Existential opposites
A life of nothing and a life of everything
Exclusive to MeierMovies, November 29, 2025
Spoiler alert: This article includes extensive plot details, so you might wish to watch the films first.
I wrote an article last year comparing Forrest Gump and The Curious Case of Benjamin Button. Though the movies share similar stories and Eric Roth penned both screenplays, they are essentially opposites: Forrest is an unremarkable man leading a remarkable life while Benjamin is a remarkable man leading an unremarkable life.
Director Clint Bentley’s Train Dreams (3 ½ stars) and director Mike Flanagan’s The Life of Chuck (3 ¾ stars), both released this year, have a similarly odd relationship. Based on novellas, each film recounts almost the entire life of its subject – childhood, career, marriage, children, search for meaning – partially through voiceover narration. But that’s where the similarities end, as Robert from Train Dreams seemingly lives a life of nothing while Chuck lives a life of almost everything.
During his early years in the Pacific Northwest during the first half of the 20th century, Robert (Joel Edgerton, in perhaps his best performance) lives an unfulfilled and empty life, until he meets his wife (Felicity Jones), with whom he has a daughter. But after they are both killed in a devastating forest fire, Robert is adrift and alone, haunted by their deaths and his disturbing experiences as a railway worker. Though he manages to find some perspective or meaning in the meaningless toward the end of the film, Train Dreams is that rare movie exploring a person whose life never amounts to much. No big dreams. No major accomplishments. Just existence.

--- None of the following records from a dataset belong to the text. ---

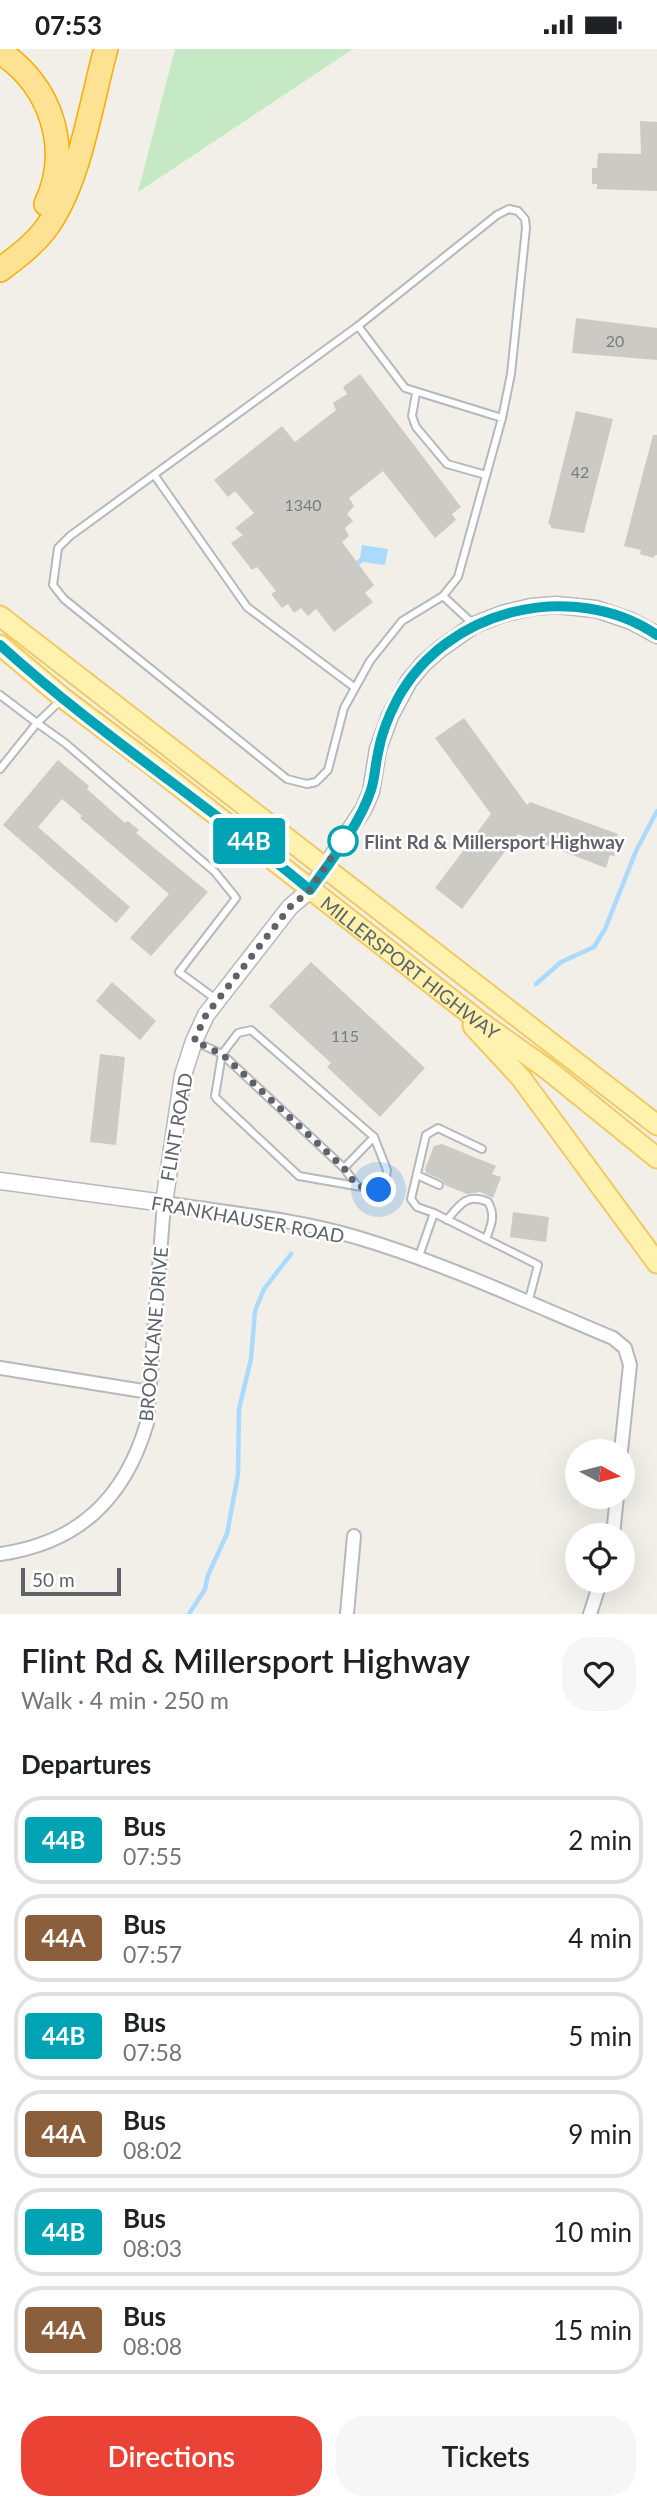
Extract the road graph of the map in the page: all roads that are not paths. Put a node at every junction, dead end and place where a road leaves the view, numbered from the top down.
1 (106, 49) edge
2 (0, 52) edge
3 (0, 253) edge
4 (0, 270) edge
5 (358, 326) junction
6 (416, 393) junction
7 (502, 418) junction
8 (486, 475) junction
9 (155, 476) junction
10 (443, 596) junction
11 (0, 616) edge
12 (474, 625) junction
13 (657, 635) edge
14 (0, 645) edge
15 (354, 687) junction
16 (0, 695) edge
17 (62, 698) junction
18 (37, 723) junction
19 (0, 769) edge
20 (324, 869) junction
21 (310, 890) junction
22 (445, 994) junction
23 (218, 1000) junction
24 (194, 1041) junction
25 (222, 1054) junction
26 (657, 1125) edge
27 (374, 1137) junction
28 (482, 1149) dead end
29 (657, 1158) edge
30 (344, 1168) junction
31 (417, 1175) junction
32 (0, 1181) edge
33 (439, 1185) dead end
34 (357, 1186) junction
35 (163, 1203) junction
36 (434, 1213) junction
37 (447, 1220) junction
38 (486, 1239) junction
39 (418, 1259) junction
40 (657, 1263) edge
41 (528, 1303) junction
42 (0, 1368) edge
43 (149, 1392) junction
44 (622, 1439) edge
45 (354, 1536) dead end
46 (0, 1554) edge
47 (597, 1593) edge
48 (347, 1614) edge
49 (590, 1614) edge

1 - 4 highway
2 - 3 highway
5 - 6 lane
5 - 7 lane
5 - 9 lane
6 - 7 lane
6 - 8 lane
7 - 8 lane
8 - 10 lane
9 - 15 lane
9 - 15 lane
10 - 12 lane
10 - 15 lane
11 - 20 main road, MILLERSPORT HIGHWAY
12 - 13 street, FLINT ROAD
12 - 20 street, FLINT ROAD
14 - 17 main road, MILLERSPORT HIGHWAY
16 - 18 lane
17 - 18 lane
17 - 21 main road, MILLERSPORT HIGHWAY
18 - 19 lane
18 - 23 lane
20 - 21 street, FLINT ROAD
20 - 26 main road, MILLERSPORT HIGHWAY
21 - 22 main road, MILLERSPORT HIGHWAY
21 - 23 street, FLINT ROAD
22 - 29 main road, MILLERSPORT HIGHWAY
22 - 40 main road
23 - 24 street, FLINT ROAD
24 - 25 lane
24 - 35 street, FLINT ROAD
25 - 27 lane
25 - 30 lane
25 - 34 lane
27 - 30 lane
27 - 34 lane
28 - 31 lane
30 - 34 lane
31 - 33 lane
31 - 36 lane
32 - 35 street, FRANKHAUSER ROAD
35 - 39 street, FRANKHAUSER ROAD
35 - 43 street, BROOKLANE DRIVE
36 - 37 lane
36 - 39 lane
37 - 38 lane
37 - 38 lane
38 - 41 lane
39 - 41 street, FRANKHAUSER ROAD
41 - 44 street, FRANKHAUSER ROAD
42 - 43 street
43 - 46 street, BROOKLANE DRIVE
45 - 48 street
47 - 49 street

In contrast, Chuck (Tom Hiddleston) is the entire world, literally. As he lies dying in the hospital from a brain tumor, all the other characters in the first part of the film – in a fantastical premise – face the end of their world. Chuck’s brain, as Walt Whitman wrote, “contains multitudes,” meaning Chuck has populated his death-bed dream with people he has met throughout his life and given them stories that mean something to him. So when he dies, they die.
“We know that a dream can be real, but whoever thought that reality could be a dream? We exist, of course, but how, in what way? As we believe, as flesh-and-blood human beings? Or are we simply parts of someone’s feverish, complicated nightmare?”
That epilogue from “Shadow Play,” an episode of The Twilight Zone from 1961, likely served as an inspiration for The Life of Chuck, or perhaps the Stephen King novella on which it is based. In that TW story, Dennis Weaver plays a death-row inmate about to be electrocuted – in his own nightmare. And, like Chuck, he populates his dream world with real people from his life. So when the lever on the electric chair is pulled, the universe ends.
Both films do a wonderful job exploring identity, so maybe they aren’t polar opposites after all. Instead, perhaps they are just different sides of the same coin, as both have a lot to say about the roles we play, or think we play. But there is still another film from this year that adds even more to that conversation, and it’s an arguably the best of all three.
Rental Family (4 stars) begins as a deceptively simple, sweet and funny story of an American, Phillip (Brendan Fraser), living in Tokyo, who takes a job with a company that places actors in real situations. Need a friend to play video games with you? Need a woman to stand in as your mistress and apologize to your wife for the infidelity? Need a temporary father for your child? Rental Family to the rescue.
But as the story progresses, it slowly opens doors you didn’t think it had, exposing lives unled, or unfulfilled, or just plain fake. It has the courage to ask – in an otherwise lighthearted film – what it means to interact with fellow humans and how the roles we play in life shape our reality and pseudo-reality. Writer-director Hikari’s Rental Family may not be as good as Fraser’s 2022 triumph, The Whale, but it offers a whale of an existential commentary.
In Rental Family’s final scene, Phillip visits the shrine that one of his “family members” frequented, looking for the same answers that his make-believe friend found at the end of his life. But there are no easy answers. No gods. Just a mirror. The answers that Phillip, and Robert, and Chuck, and we seek lie within ourselves.